The number of people following me (or following you) is actually irrelevant.
I've been watching the folks on the top 100 list. http://socialstatistics.com/
Most of these folks don't actually PARTICIPATE or put up good content. Heck, the number one guy hasn't even posted at all.
While it's great for my ego and brand to be on this list I really wish I had never seen these numbers. Why not? It puts in place a bad game.
See, anytime there's numbers there's a game that evolves.
Humans love numbers and they love games.
So, why is this a bad game?
1. You can't win the game. Why? The deck is stacked against you. More on that in a second.
2. Since this game is one of the only ones on Google+ to play, entire sites like http://socialstatistics.com/
have already sprung up to play.
3. It doesn't reinforce good behavior. Why isn't +Trey Ratcliff
#1 instead of Mark Zuckerberg? Trey actually puts freaking awesome content up nearly every day and PARTICIPATES here. While Trey is on the list, he deserves more followers than I do and certainly more than anyone else on the top 10. At least if Google were paying attention to the community that's building here.
What would have been better? How about some sort of participation score? Klout gets a lot closer to this than a follower number score. Why? Because Klout looks at how much resharing happens, how active you are, in addition to how many followers you have (and it even measures real followers vs. bots).
So, why is the deck stacked against you?
See, when the first people joined the system, it studied our following behavior. Truth is most heavy social networking users, like me, "collect" the biggest "personal brands." You know, folks like Leo Laporte, Zuckerberg, Brin, Pirillo, Kawasaki, etc.
These are NOT necessarily the best examples of users of a system and they get followed on each system (I am following them on every single social network out there that I can find them on).

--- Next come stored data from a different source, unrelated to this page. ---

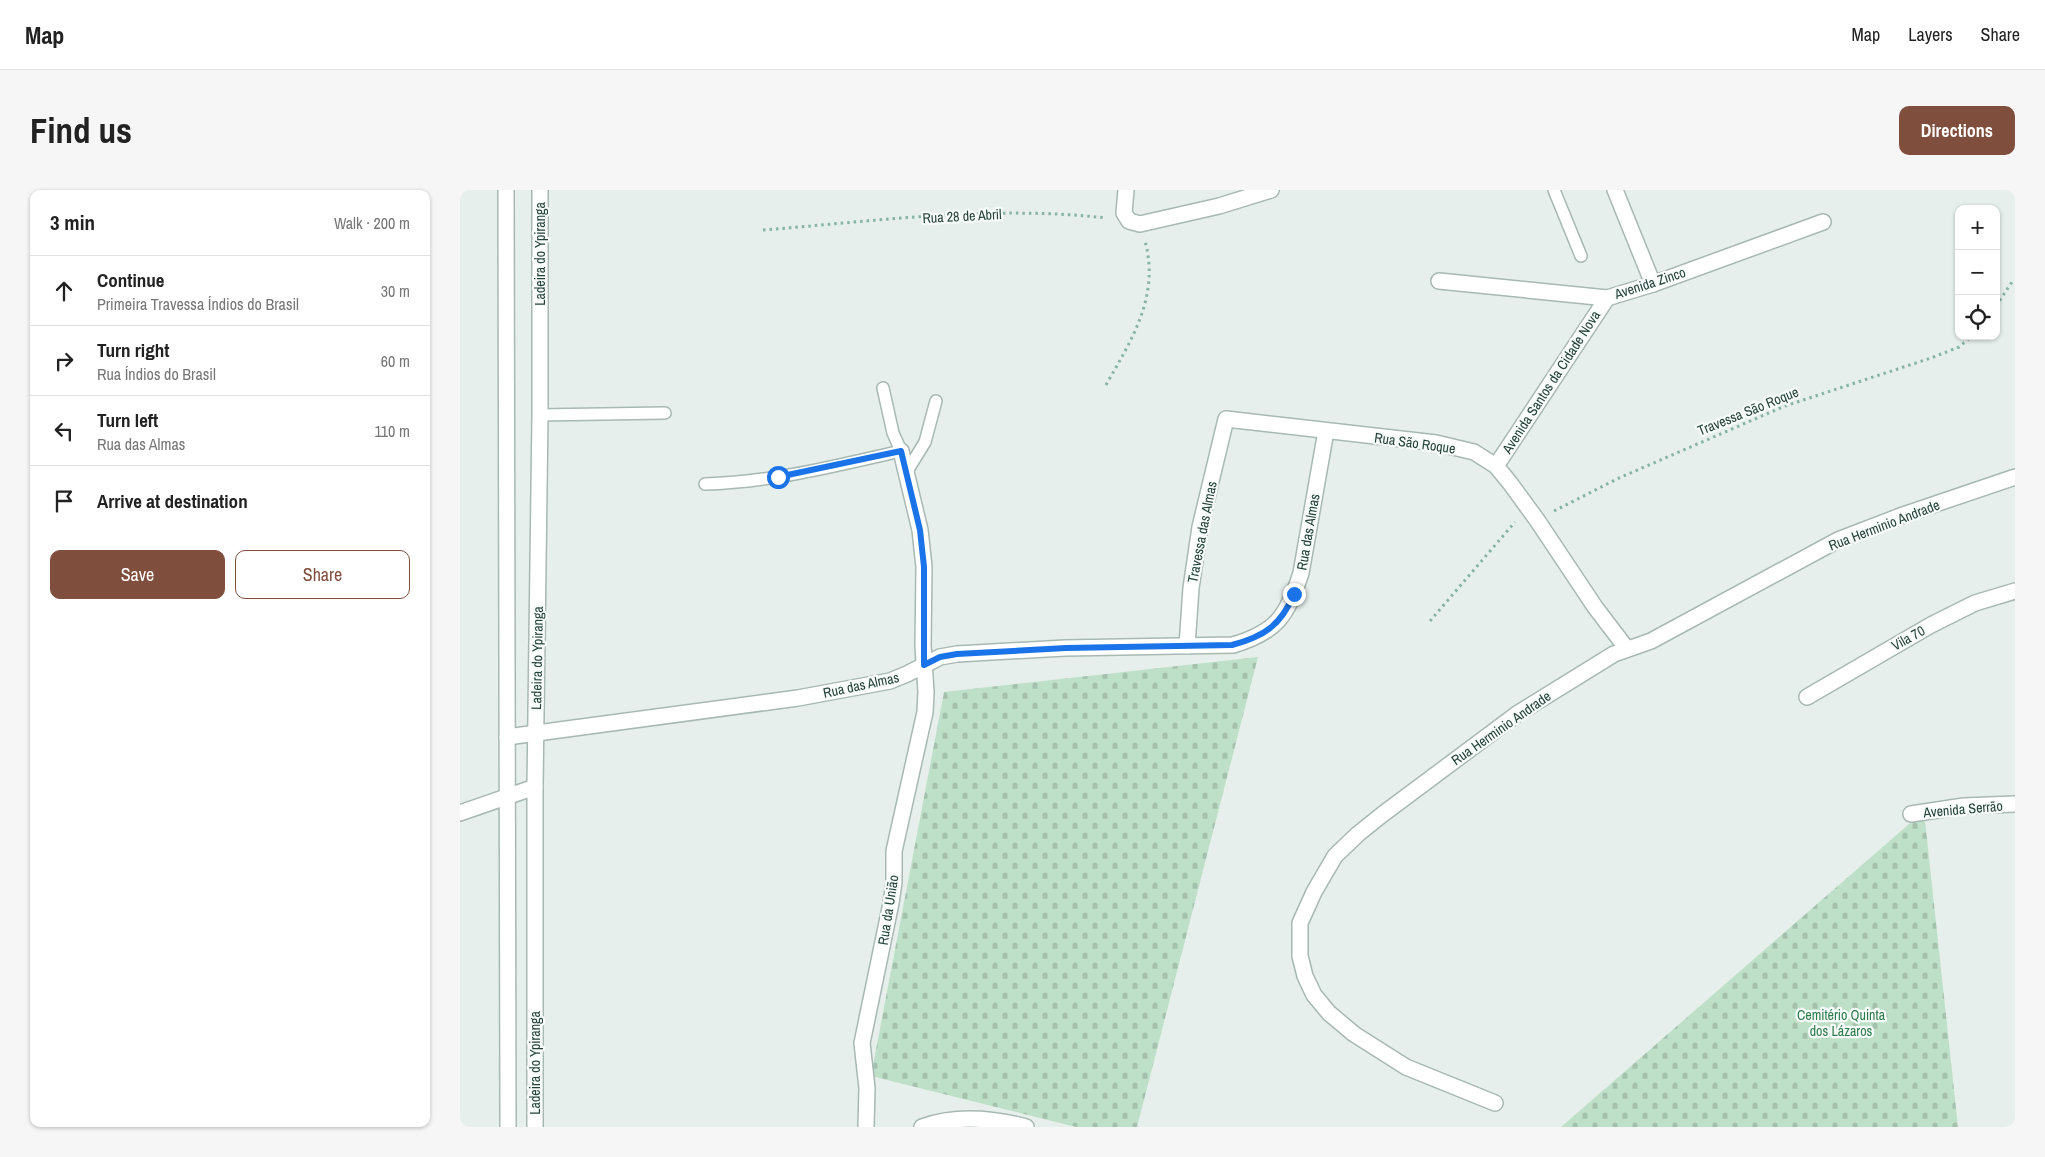 <!DOCTYPE html>
<meta charset="utf-8">
<style>
:root{--surface:#fff;--page:#f6f6f6;--text:#222;--muted:#767676;--line:#e0e0e0;--accent:#804e3d}
body{margin:0;font-family:"Archivo Narrow",sans-serif;background:var(--page);color:var(--text)}
.controls{position:absolute;right:15px;top:15px;display:grid;overflow:hidden;border-radius:10px;box-shadow:0 1px 4px #0004}
.controls button{width:45px;height:45px;display:grid;place-items:center;padding:0;border:0;border-bottom:1px solid var(--line);background:var(--surface);color:var(--text);font:25px sans-serif}
.stop{position:absolute;width:15px;height:15px;margin:-11px;border:4px solid #1a73e8;border-radius:50%;background:#fff}
.stop.end{background:#1a73e8;border-color:#fff;box-shadow:0 1px 5px #0008}
.list{margin:0;padding:0;list-style:none}
h2{display:flex;justify-content:space-between;align-items:center;height:65px;margin:0;padding:0 20px;font-size:21px}
h2 small{font-size:16px;font-weight:400;color:var(--muted)}
.list li{display:grid;grid-template-columns:32px 1fr auto;gap:15px;align-items:center;box-sizing:border-box;height:70px;padding:0 20px;border-top:1px solid var(--line)}
.list b{display:block;font-size:19px;white-space:nowrap}
.list p{margin:0;font-size:16px;white-space:nowrap;color:var(--muted)}
.list em{font-size:16px;font-style:normal;color:var(--muted)}
.actions{display:flex;gap:10px;padding:15px 20px}
.actions a{flex:1;padding:11px 0;border:1px solid var(--accent);border-radius:10px;text-align:center;font-size:18px;color:var(--accent)}
.actions .main{background:var(--accent);color:#fff}
.icon{flex:none;width:28px;height:28px;fill:none;stroke:currentColor;stroke-width:2;stroke-linecap:round;stroke-linejoin:round}
.map{position:relative;flex:none;width:1555px;height:937px;overflow:hidden;border-radius:10px}
header{display:flex;align-items:center;gap:30px;box-sizing:border-box;height:70px;padding:0 25px;background:var(--surface);border-bottom:1px solid var(--line)}
header strong{font-size:24px}
nav{display:flex;gap:28px;margin-inline-start:auto;font-size:18px}
.intro{display:flex;align-items:center;justify-content:space-between;box-sizing:border-box;height:120px;padding:0 30px}
h1{margin:0;font-size:35px}
.button{padding:12px 22px;border-radius:10px;background:var(--accent);color:#fff;font-size:18px;font-weight:700}
main{display:flex;gap:30px;padding:0 30px}
aside{flex:1;background:var(--surface);border-radius:10px;box-shadow:0 1px 4px #0004}
.map>svg:first-child{display:block}
</style>
<header>
<strong>Map</strong>
<nav><a>Map</a><a>Layers</a><a>Share</a></nav>
</header>
<div class="intro"><h1>Find us</h1><a class="button">Directions</a></div>
<main>
<aside>
<h2>3 min<small>Walk · 200 m</small></h2>
<ul class="list">
<li><svg class="icon" aria-label="ahead" viewBox="0 0 24 24"><path d="M12 20V5M6 11l6-6 6 6"/></svg><div><b>Continue</b><p>Primeira Travessa Índios do Brasil</p></div><em>30 m</em></li>
<li><svg class="icon" aria-label="right" viewBox="0 0 24 24"><path d="M7 20v-9h11M14 6l5 5-5 5"/></svg><div><b>Turn right</b><p>Rua Índios do Brasil</p></div><em>60 m</em></li>
<li><svg class="icon" aria-label="left" viewBox="0 0 24 24"><path d="M17 20v-9H6M10 6l-5 5 5 5"/></svg><div><b>Turn left</b><p>Rua das Almas</p></div><em>110 m</em></li>
<li><svg class="icon" aria-label="arrive" viewBox="0 0 24 24"><path d="M6 21V4h12l-3 4 3 4H6"/></svg><div><b>Arrive at destination</b></div></li>
</ul>
<div class="actions"><a class="main">Save</a><a>Share</a></div>
</aside>
<div class="map">
<svg width="1555" height="937" viewBox="0 0 1555 937">
<defs>
<pattern id="cemetery-stones" width="16" height="16" patternUnits="userSpaceOnUse" patternTransform="scale(1.25)"><rect width="16" height="16" fill="#bfe0c8"/><path d="M2 7V4a2 2 0 0 1 4 0v3zM10 15v-3a2 2 0 0 1 4 0v3z" fill="#a4c1ad"/></pattern>
</defs>
<rect width="100%" height="100%" fill="#e6efeb"/>
<g fill="url(#cemetery-stones)">
<polygon points="798,467 677,937 616,937 411,886 484,502"/>
<polygon points="1464,621 1498,937 1101,937"/>
</g>
<g fill="none" stroke-linecap="round" stroke-linejoin="round">
<defs>
<g id="service">
<polyline points="1094,0 1121,66"/>
<polyline points="80,225 205,223"/>
<polyline points="446,283 465,252 476,211"/>
<path d="M245,294c68,-2 130,-18 196,-33l-8,-18 -10,-45"/>
</g>
<g id="minor">
<polyline points="666,0 664,23 669,31 680,34 759,16 811,0"/>
<polyline points="1155,0 1193,94"/>
<polyline points="979,91 1147,108 1193,94 1363,32"/>
<polyline points="1036,276 1147,108"/>
<polyline points="727,456 731,398 740,337 766,229 976,253 1014,262 1036,276 1050,293 1077,330 1135,417 1167,459"/>
<polyline points="1347,507 1471,435 1515,413 1555,401"/>
<path d="M47,547l291,-39 92,-17 17,-7 33,-17 17,-3 108,-6 168,-3c44,-13 54,-29 68,-72l25,-142"/>
<polyline points="0,623 75,597"/>
<polyline points="1451,624 1504,616 1555,614"/>
<polyline points="1035,913 946,877 894,844 869,823 854,805 845,786 840,766 840,733 854,702 875,666 898,644 923,624 1057,524 1154,464 1191,451 1378,350 1443,325 1555,287"/>
<polyline points="406,937 407,898 402,853 431,713 434,692 434,661 465,522 466,502 463,456 464,377 460,340 441,261"/>
<path d="M462,937c33,-12 70,-9 104,0"/>
</g>
<g id="tertiary">
<polyline points="46,0 48,937"/>
<polyline points="75,937 75,597 80,225 80,0"/>
</g>
</defs>
<use href="#service" stroke="#a8b8b2" stroke-width="14"/>
<use href="#minor" stroke="#a8b8b2" stroke-width="18"/>
<use href="#tertiary" stroke="#a8b8b2" stroke-width="18"/>
<g stroke="#86b3a5" stroke-width="3" stroke-dasharray="2.5 4" stroke-linecap="butt">
<path d="M303,40c114,-9 229,-25 343,-12"/>
<polyline points="1536,116 1552,92 1555,92"/>
<path d="M646,195c26,-46 54,-89 39,-144"/>
<polyline points="1094,321 1159,288 1325,216 1471,168 1499,157 1512,146"/>
<polyline points="970,431 1055,332"/>
</g>
<use href="#service" stroke="#fff" stroke-width="11"/>
<use href="#minor" stroke="#fff" stroke-width="15"/>
<use href="#tertiary" stroke="#fff" stroke-width="15"/>
</g>
<g fill="none" stroke-linecap="round" stroke-linejoin="round">
<path stroke="#1a73e8" stroke-width="6" d="M318,287l123,-26 19,79 4,37v98l16,-8 17,-3 109,-6 166,-3c33,-9 49,-20 62,-51"/>
</g>
<g text-anchor="middle" stroke-width="4.5" stroke-linejoin="round" paint-order="stroke">
<g font-size="14" fill="#24423a" stroke="#f7fbf9">
<text transform="translate(502 26) rotate(-3)" y="5">Rua 28 de Abril</text>
<text transform="translate(80 64) rotate(-90)" y="5">Ladeira do Ypiranga</text>
<text transform="translate(1190 93) rotate(-18)" y="5">Avenida Zinco</text>
<text transform="translate(1091 192) rotate(-57)" y="5">Avenida Santos da Cidade Nova</text>
<text transform="translate(1288 221) rotate(-22)" y="5">Travessa São Roque</text>
<text transform="translate(955 253) rotate(8)" y="5">Rua São Roque</text>
<text transform="translate(1424 335) rotate(-21)" y="5">Rua Herminio Andrade</text>
<text transform="translate(742 342) rotate(-79)" y="5">Travessa das Almas</text>
<text transform="translate(848 342) rotate(-80)" y="5">Rua das Almas</text>
<text transform="translate(1448 448) rotate(-29)" y="5">Vila 70</text>
<text transform="translate(77 468) rotate(-89)" y="5">Ladeira do Ypiranga</text>
<text transform="translate(401 495) rotate(-12)" y="5">Rua das Almas</text>
<text transform="translate(1041 538) rotate(-35)" y="5">Rua Herminio Andrade</text>
<text transform="translate(1503 619) rotate(-5)" y="5">Avenida Serrão</text>
<text transform="translate(428 720) rotate(-81)" y="5">Rua da União</text>
<text transform="translate(75 873) rotate(-90)" y="5">Ladeira do Ypiranga</text>
</g>
<g font-size="14" fill="#2d7a4b" stroke="#f7fbf9">
<text x="1381" y="830">Cemitério Quinta<tspan x="1381" dy="16">dos Lázaros</tspan></text>
</g>
</g>
</svg>
<div class="controls">
<button>+</button>
<button>−</button>
<button><svg class="icon" aria-label="locate" viewBox="0 0 24 24"><circle cx="12" cy="12" r="6"/><path d="M12 2v4M12 18v4M2 12h4M18 12h4"/></svg></button>
</div>
<div class="stop" style="left:318px;top:287px"></div>
<div class="stop end" style="left:834px;top:404px"></div>
</div>
</main>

The neat thing is with circles I can start putting them into their own circle, so they don't pollute my other circles. Look at +Leo Laporte
for instance. His main stuff he's been doing here lately is just location checkins. No value at all and just adds noise to the system (that's another problem Google needs to fix, why these things need to be in our feed just makes no sense to me). But I follow Leo because, well, he's Leo and I've been following him since 1995 when I helped him run his chat room when he was on KGO radio back then.
So, where am I going with this?
This "most followed" list is actually very corrosive to Google+'s reputation. Why? It's a list that many people will use to check in the health of the system.
If Leo Laporte and Sergey Brin don't use Google+, that must mean it's not being used very much at all, right? That's the way journalists will look at this.The deck is stacked against you.
Why do I say the deck is stacked against you? Because, even if you are brilliant and put the best content possible into the system (say that you're a better photographer than Trey Ratcliffe and participate here more) there's no way you'll get more followers. Why not? Because each new user that comes in here is given a bunch of people that Google+ suggests to follow. This suggestion list is algorithmic (which is an improvement over how Twitter did theirs) but because this list is based on the following behavior of those who came before you, there's no way new users will ever catch up. Heck, if +Ashton Kutcher
can't even get onto the top of the list you KNOW it's stacked against YOU.
So, how would I fix this if I were +Vic Gundotra
or +Bradley Horowitz
(the two guys who run Google+)?
I would buy Klout. Put a Klout score on everyone's profile.
Then I would split the suggested lists into topics. Sort of like Quora has different topics, and different recommended follows. Look at Quora, while it recommends me for Tech http://www.quora.com/Technology?q=Tech
it does NOT recommend me for being a wine expert http://www.quora.com/Wine?q=Wine
and the Wine experts are different than those it suggests for cars, etc.
Truth is Quora has its own Klout-style score that it's keeping for each user (it's mostly invisible, although if you're active on the system long enough you can figure out where you stand in each topic).
Anyway, this is all a way of saying, "hey Google, we need a new game here and we need it fast." Oh, and +Boris Veldhuijzen van Zanten
(the guy who keeps that top most followed list here) is there any way to come up with a better list that more accurately reflects who actually is putting good content here and getting engagement rather than who is just merely popular and a usual suspect?
For instance, http://www.recommendedusers.com/
has a better idea (although, because it's human done, this list is imperfect for other reasons) by putting up recommended followers that are more based on both topic, and on actual participation. Thanks +Alireza Yavari
for doing that list, although I should be on the journalist list (I do more tech journalism than most other people, for instance) which shows this list is incomplete because it relies on humans to add to the list.
What do you think? It'd be interesting to see what community managers think, too.